Working with a student teacher, getting ready for AARP TaxAide, and now training for census work. I'm finding blog-time scarce. Knowing that memories (especially mine) fade fast, I'm still organizing pictures and editing my journal. Slowly words and pics will make it here.
We left early this morning for a tour of a state owned steel mill. Starting with the obligatory company museum history tour much like a museum you might see at a large American factory. Points of emphasis included the fact that early equipment was mostly second hand from America or Europe and that an important part of the workers’ motivation was working hard for the good of the state. Reminding me of “factory or mine towns” in American history, the mill provided housing, recreation, stores, and schools to workers and their families. Newer equipment and more western incentives were introduced during the 1990s and, although still state-owned, the mill is operated more like those in other nations. They talked about their environmental stewardship, modernization, global products, and a new facility constructed on an island just off the coast. The guide from the company spoke in Chinese and was interpreted by a Chinese-American professor at Adelphi. I got the feeling we were being given the company, I mean the state, line.
Many of us felt the plant itself looked out-of-date and like something from the 1950s. Dirty. Smoky. Few employees around on this Saturday morning. We did see a control room with about 10 guys monitoring computer screens, but most of the rest seemed low-tech. Perhaps that is the nature of a steel mill?
That afternoon Hanna took the Virginia four to Tiananmen Square and the Forbidden City. Cold and sunny so many others were out and walking with family and friends. I’m sure everyone knows Tiananmen Square is immense, but it is hard to appreciate just how big it is without being there. We found one virtual geocache - our first in China! While taking the photo a Chinese girl and her mother approached and watched us for a minute, then pointed to my beard saying, “you look like the Merry Christmas man.” She asked to take a picture. Her picture is above.
Changing of the guards.As we moved towards the entrance to the Forbidden City, Hanna went to get the tickets and left us to take pictures and two more couples approached us wanting pictures with the "Merry Christmas man" and we attracted a following for a short while.
The Forbidden City is so completely stunning, so ornate, so huge, one surprise following the last one. Nothing I can type here will capture its essence. Even my pictures fall short. We had to move fairly fast, but we stopped at all the main buildings for Hanna’s descriptions and to take a few pictures.
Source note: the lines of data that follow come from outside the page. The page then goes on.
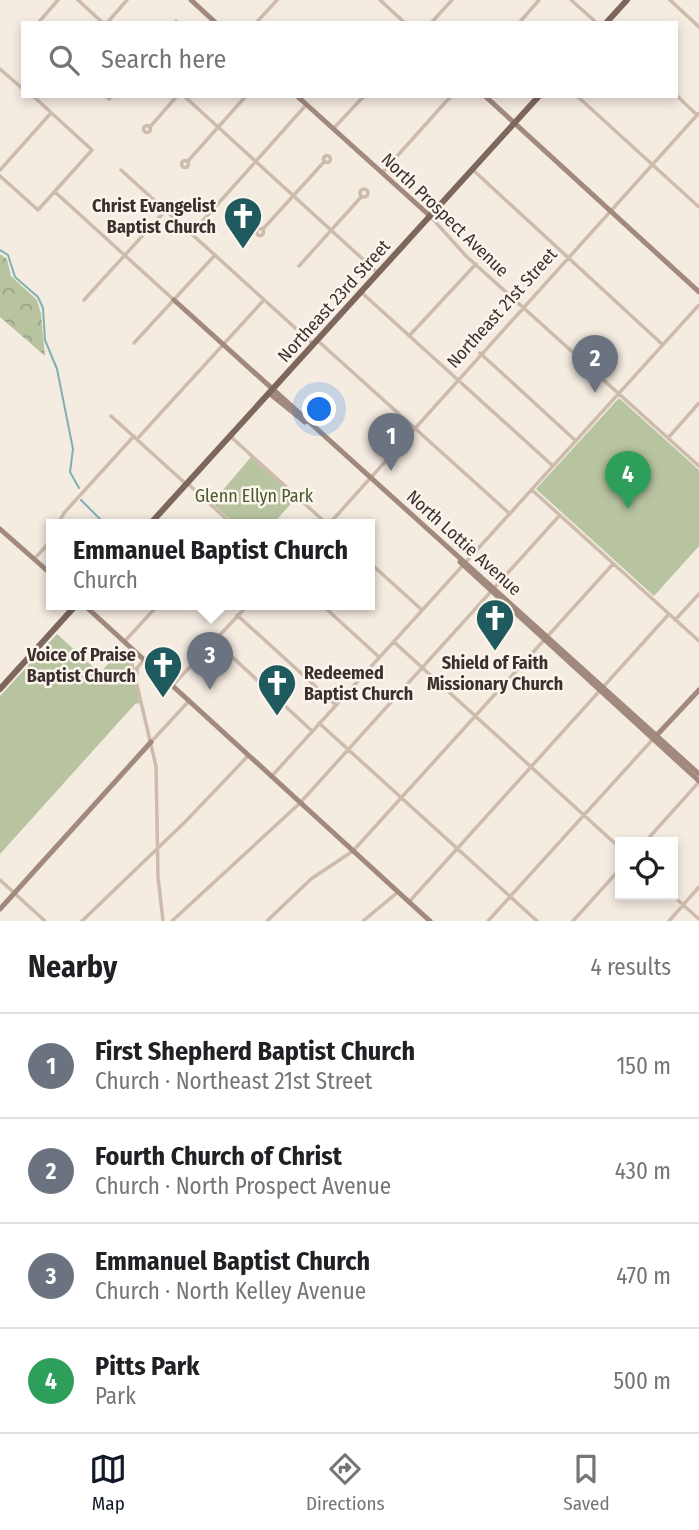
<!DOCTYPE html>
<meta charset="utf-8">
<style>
:root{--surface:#fff;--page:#f6f6f6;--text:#202124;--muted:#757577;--line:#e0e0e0;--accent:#111827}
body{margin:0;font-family:"Fira Sans Condensed",sans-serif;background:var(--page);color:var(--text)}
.controls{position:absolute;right:21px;bottom:21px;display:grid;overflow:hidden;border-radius:0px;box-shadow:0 4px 10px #0003}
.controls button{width:63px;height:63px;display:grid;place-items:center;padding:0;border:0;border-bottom:2px solid var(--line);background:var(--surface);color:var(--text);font:35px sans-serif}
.you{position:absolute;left:320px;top:410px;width:24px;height:24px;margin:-18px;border:5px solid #fff;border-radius:50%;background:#1a73e8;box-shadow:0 0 0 10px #1a73e833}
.badge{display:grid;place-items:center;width:46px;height:46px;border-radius:50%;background:var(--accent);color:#fff;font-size:23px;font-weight:700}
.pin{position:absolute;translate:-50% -58px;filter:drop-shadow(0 2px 4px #0008)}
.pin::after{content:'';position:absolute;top:37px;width:24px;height:21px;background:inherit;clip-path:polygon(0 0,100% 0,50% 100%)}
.popup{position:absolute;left:46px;top:519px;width:329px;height:91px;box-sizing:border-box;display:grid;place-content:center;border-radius:0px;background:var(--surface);filter:drop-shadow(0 2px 5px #0005);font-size:23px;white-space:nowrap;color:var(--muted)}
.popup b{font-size:26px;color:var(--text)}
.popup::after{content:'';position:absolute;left:50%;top:100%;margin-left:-14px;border:14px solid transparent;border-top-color:var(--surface)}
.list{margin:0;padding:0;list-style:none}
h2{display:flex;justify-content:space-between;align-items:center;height:91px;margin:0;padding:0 28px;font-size:30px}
h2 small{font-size:23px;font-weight:400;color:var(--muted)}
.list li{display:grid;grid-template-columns:46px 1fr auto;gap:21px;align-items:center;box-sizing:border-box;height:105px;padding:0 28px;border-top:2px solid var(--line)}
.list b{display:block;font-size:26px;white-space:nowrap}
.list p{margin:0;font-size:23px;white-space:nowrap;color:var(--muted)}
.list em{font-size:23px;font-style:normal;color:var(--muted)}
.icon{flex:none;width:38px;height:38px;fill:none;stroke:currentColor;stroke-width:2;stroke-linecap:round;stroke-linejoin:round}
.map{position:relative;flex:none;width:699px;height:921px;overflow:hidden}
.search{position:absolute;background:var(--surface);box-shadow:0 4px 10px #0003;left:21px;right:21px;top:21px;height:77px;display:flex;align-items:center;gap:18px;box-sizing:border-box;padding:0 24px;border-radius:0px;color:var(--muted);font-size:26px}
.sheet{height:511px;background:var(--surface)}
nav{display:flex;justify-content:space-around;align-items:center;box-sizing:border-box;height:98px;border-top:2px solid var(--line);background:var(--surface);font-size:19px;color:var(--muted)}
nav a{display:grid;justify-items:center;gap:4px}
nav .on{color:var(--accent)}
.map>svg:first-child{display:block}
.green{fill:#b8c4a0}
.forest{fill:url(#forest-crowns)}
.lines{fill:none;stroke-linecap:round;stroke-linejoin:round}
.stream{stroke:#7fb0b2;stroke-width:2}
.street{stroke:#cdbbac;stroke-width:3.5}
.secondary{stroke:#a18a7d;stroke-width:5}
.primary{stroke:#7d675c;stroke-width:6}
.labels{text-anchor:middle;stroke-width:5;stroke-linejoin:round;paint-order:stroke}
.poi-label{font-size:18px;font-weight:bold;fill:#3b302b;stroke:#fbf5ee;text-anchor:end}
.street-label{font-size:18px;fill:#3b302b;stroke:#fbf5ee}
.park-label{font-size:18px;fill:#4a5a2e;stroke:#fbf5ee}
</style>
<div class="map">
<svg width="699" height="921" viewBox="0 0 699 921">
<defs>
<pattern id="forest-crowns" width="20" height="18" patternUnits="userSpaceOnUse" patternTransform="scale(1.75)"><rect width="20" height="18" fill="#b8c4a0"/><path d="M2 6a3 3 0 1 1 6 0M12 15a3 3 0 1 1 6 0" fill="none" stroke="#97a083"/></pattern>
</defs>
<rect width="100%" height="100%" fill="#f4ebe1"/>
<!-- green -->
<path class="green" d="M619,398l80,72v76l-45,50 -118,-107z
M251,457l45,41 -23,26h-38l-23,-21z
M57,634l43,39 22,-25 8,13 10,42 -5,1 -135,150v-158z"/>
<!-- forest -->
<path class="forest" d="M0,254l7,5 4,17 26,24 4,14 4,42 -45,-39z"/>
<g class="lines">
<!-- stream -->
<path class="stream" d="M0,250l8,5 7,22 23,20 5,11 2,32 12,29 16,80 -3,23 9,16
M81,500l24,24"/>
<!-- street -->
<path class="street" d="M78,0l25,23
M380,0l25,23
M571,0l26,23
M670,0l29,27
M38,23l20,-23
M107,23l20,-23
M175,23l1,-2
M256,23l21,-23
M431,23l21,-23
M519,23l20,-23
M0,69l23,20
M676,95l21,20
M106,96l3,3 4,-3
M184,96l194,177
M577,96l122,111
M143.5 129a3.5 3.5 0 1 1 7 0a3.5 3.5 0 1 1-7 0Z
M150,127l27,-31
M333,129l31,-33
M323.5 159a3.5 3.5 0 1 1 7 0a3.5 3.5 0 1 1-7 0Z
M181.5 164a3.5 3.5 0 1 1 7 0a3.5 3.5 0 1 1-7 0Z
M188,161l58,-65
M472,169l191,176
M0,170l51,-57
M121,170l192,174
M382,173l69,-77
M0,176l38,34 54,-60 -59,-54
M360 193a4 4 0 1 1 8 0a4 4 0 1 1-8 0Z
M55,192l119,108
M430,216l36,40 233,210
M256.5 232a3.5 3.5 0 1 1 7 0a3.5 3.5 0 1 1-7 0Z
M263,229l61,-67
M191,234l115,-129
M299,266l63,-70
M361,292l192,174
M84,300l81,-89
M409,336l67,-72
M317,340l193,174
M134,343l81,-88
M480,353l96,88
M111,416l75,68
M230,436l97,88
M668,438l31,-35
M137,439l126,-138
M187,483l45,41
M532,490l167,151
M58,524l6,-11 70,-77
M329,524l370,-411
M34,559l17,-18
M369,562l53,48
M321,604l58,53
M237,615l99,90
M675,620l24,-26
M214,640l98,91
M124,642l35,-38
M394,642l226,206
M133,652l-2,8 25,106 2,111 5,44
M137,674v-6l6,-7
M173,685l74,-79
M319,723l218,198
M151,742l37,-40
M271,777l428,-472
M645,842l54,-60
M0,880l45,41
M672,895l27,24
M409,902l260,-288
M82,921l103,-99 63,-66
M172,921l128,-118 260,-288
M267,921l44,-42 42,-28 260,-287
M363,921l35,-29
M488,921l165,-182
M573,921l47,-52
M669,921l30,-34"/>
<!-- secondary -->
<path class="secondary" d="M191,0l25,23
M297,96l133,120
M485,96l214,196
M174,300l525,474
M269,393l36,29
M0,529l51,45
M460,562l239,219
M83,604l347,317
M656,736l43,-46
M0,909l151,-167"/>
<!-- primary -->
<path class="primary" d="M606,23l21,-23
M150,524l389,-428
M0,689l77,-85"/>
</g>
<!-- icons -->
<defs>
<g id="church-pin" transform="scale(2.0125)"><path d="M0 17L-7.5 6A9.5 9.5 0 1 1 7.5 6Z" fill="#1f5a5e" stroke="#fbf5ee"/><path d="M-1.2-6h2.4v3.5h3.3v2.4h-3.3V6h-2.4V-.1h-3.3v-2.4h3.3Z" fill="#fff"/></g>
</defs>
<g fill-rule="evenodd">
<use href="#church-pin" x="243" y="216"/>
<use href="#church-pin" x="495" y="618"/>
<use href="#church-pin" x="163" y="665"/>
<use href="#church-pin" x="277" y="683"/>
</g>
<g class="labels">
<!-- poi labels -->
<g class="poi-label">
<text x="216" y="212">Christ Evangelist<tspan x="216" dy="21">Baptist Church</tspan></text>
<text x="136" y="661">Voice of Praise<tspan x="136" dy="21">Baptist Church</tspan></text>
<text x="495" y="669" text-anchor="middle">Shield of Faith<tspan x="495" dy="21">Missionary Church</tspan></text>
<text x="304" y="679" text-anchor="start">Redeemed<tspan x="304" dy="21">Baptist Church</tspan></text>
</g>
<!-- street labels -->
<g class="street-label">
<text transform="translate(445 215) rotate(44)" y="6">North Prospect Avenue</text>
<text transform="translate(334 301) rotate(-48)" y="6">Northeast 23rd Street</text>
<text transform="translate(502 308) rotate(-48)" y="6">Northeast 21st Street</text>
<text transform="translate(464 543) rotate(42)" y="6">North Lottie Avenue</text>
</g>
<!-- park labels -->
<g class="park-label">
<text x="254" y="502">Glenn Ellyn Park</text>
</g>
</g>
</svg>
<div class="controls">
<button><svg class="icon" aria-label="locate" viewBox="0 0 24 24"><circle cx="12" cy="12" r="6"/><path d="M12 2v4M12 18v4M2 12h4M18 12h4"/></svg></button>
</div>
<div class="you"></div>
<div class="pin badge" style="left:391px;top:471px;background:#6b7280">1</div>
<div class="pin badge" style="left:595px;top:393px;background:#6b7280">2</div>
<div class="pin badge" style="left:210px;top:690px;background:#6b7280">3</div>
<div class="popup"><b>Emmanuel Baptist Church</b>Church</div>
<div class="pin badge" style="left:628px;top:509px;background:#2e9e5b">4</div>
<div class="search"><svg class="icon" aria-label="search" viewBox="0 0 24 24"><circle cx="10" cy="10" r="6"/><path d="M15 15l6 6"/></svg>Search here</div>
</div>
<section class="sheet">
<h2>Nearby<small>4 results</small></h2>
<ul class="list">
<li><span class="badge" style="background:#6b7280">1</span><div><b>First Shepherd Baptist Church</b><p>Church · Northeast 21st Street</p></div><em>150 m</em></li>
<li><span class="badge" style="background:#6b7280">2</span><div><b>Fourth Church of Christ</b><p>Church · North Prospect Avenue</p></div><em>430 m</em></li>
<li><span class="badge" style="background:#6b7280">3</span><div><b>Emmanuel Baptist Church</b><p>Church · North Kelley Avenue</p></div><em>470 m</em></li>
<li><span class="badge" style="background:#2e9e5b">4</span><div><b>Pitts Park</b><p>Park</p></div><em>500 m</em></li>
</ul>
</section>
<nav>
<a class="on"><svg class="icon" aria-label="map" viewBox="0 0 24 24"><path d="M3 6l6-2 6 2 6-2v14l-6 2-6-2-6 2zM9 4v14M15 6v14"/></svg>Map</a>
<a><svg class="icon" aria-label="directions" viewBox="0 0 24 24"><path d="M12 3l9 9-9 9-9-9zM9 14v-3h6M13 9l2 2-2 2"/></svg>Directions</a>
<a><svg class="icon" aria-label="saved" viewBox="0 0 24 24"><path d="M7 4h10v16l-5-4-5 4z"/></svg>Saved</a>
</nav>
Hanna pauses to tell us a little history of the Forbidden City.
How many thrones does one guy need?
The gardens near our exit from the Forbidden City were beautiful and stunning. The trees, the artificial rock wall, everything. Wish we could visit it in warmer months when it is lush and more colorful!
A guard tower, wall, and moat seen from outside the Forbidden City. Getting inside would have been tough.
We made a short visit to a Tea Room. As a Virginian my tea vocabulary is mostly "sweet tea" so there was much to learn. So many teas. So many tea pots. So many tiny cups. All very interesting, but I'll stick to iced tea.
That night Hanna led us through icy alleys to a small family-owned hot pot diner with half a dozen small tables filled with local families. She stayed to help us order a variety of of meats, vegetables, and fish before leaving for a dinner honoring a friend’s wedding. We had two hot pots boiling - one mild and one spicy. Very spicy. A few small bowls with different dipping sauces were scattered around the table. Struggling not only with chop sticks but with knowing cooking times, we dove into one of the most interesting and frustrating dinners of the entire trip. Never very good with chop sticks, I found retrieving some food items from the hot pots extremely difficult. Imagine trying to pick up a slippery marble-sized “fish ball.” The helpful owner came over, and with a smile, tried a couple times to tutor me (by hands-on demonstration - he knew only Chinese, I knew only English) in the fine art of chop sticks and hot pots. Maybe it was the two big bottles of Tsingtao beer that affected my coordination, but at least I didn’t need chop sticks to get it (the tiny glass of beer) into my mouth. My chop stick skill improved (never did get those fish balls) but must admit was greatly relieved when his daughter took sympathy and brought us forks. The entire meal for four,which included beer and soft drinks, cost us about 90 Chinese RMB, or just over $13.00.
Returning to the Dongfang Hotel, I found my way downstairs to the tiny bar thinking some of the Adelphi students might be there or at the nearby karaoke. I didn’t spot them but had a good time chatting with the young bartender whose English was very good. I ordered a Snow beer even as he told me his favorite beer is Budweiser. A quick glance at the cooler showed Bud, Corona, Bud Light and a few other American brands. The bartender wanted to talk “English,” that is talk about speaking English. He asked “do east coast Americans talk differently from west coast?” We had a good converstation about regional accents, pronounciation of a few words like “aunt,” and some slang usage. He commented that the most difficut English to understand is people from England and noted that Chinese like Americans much better than the English. It was reference I heard several times during our stay in Beijing.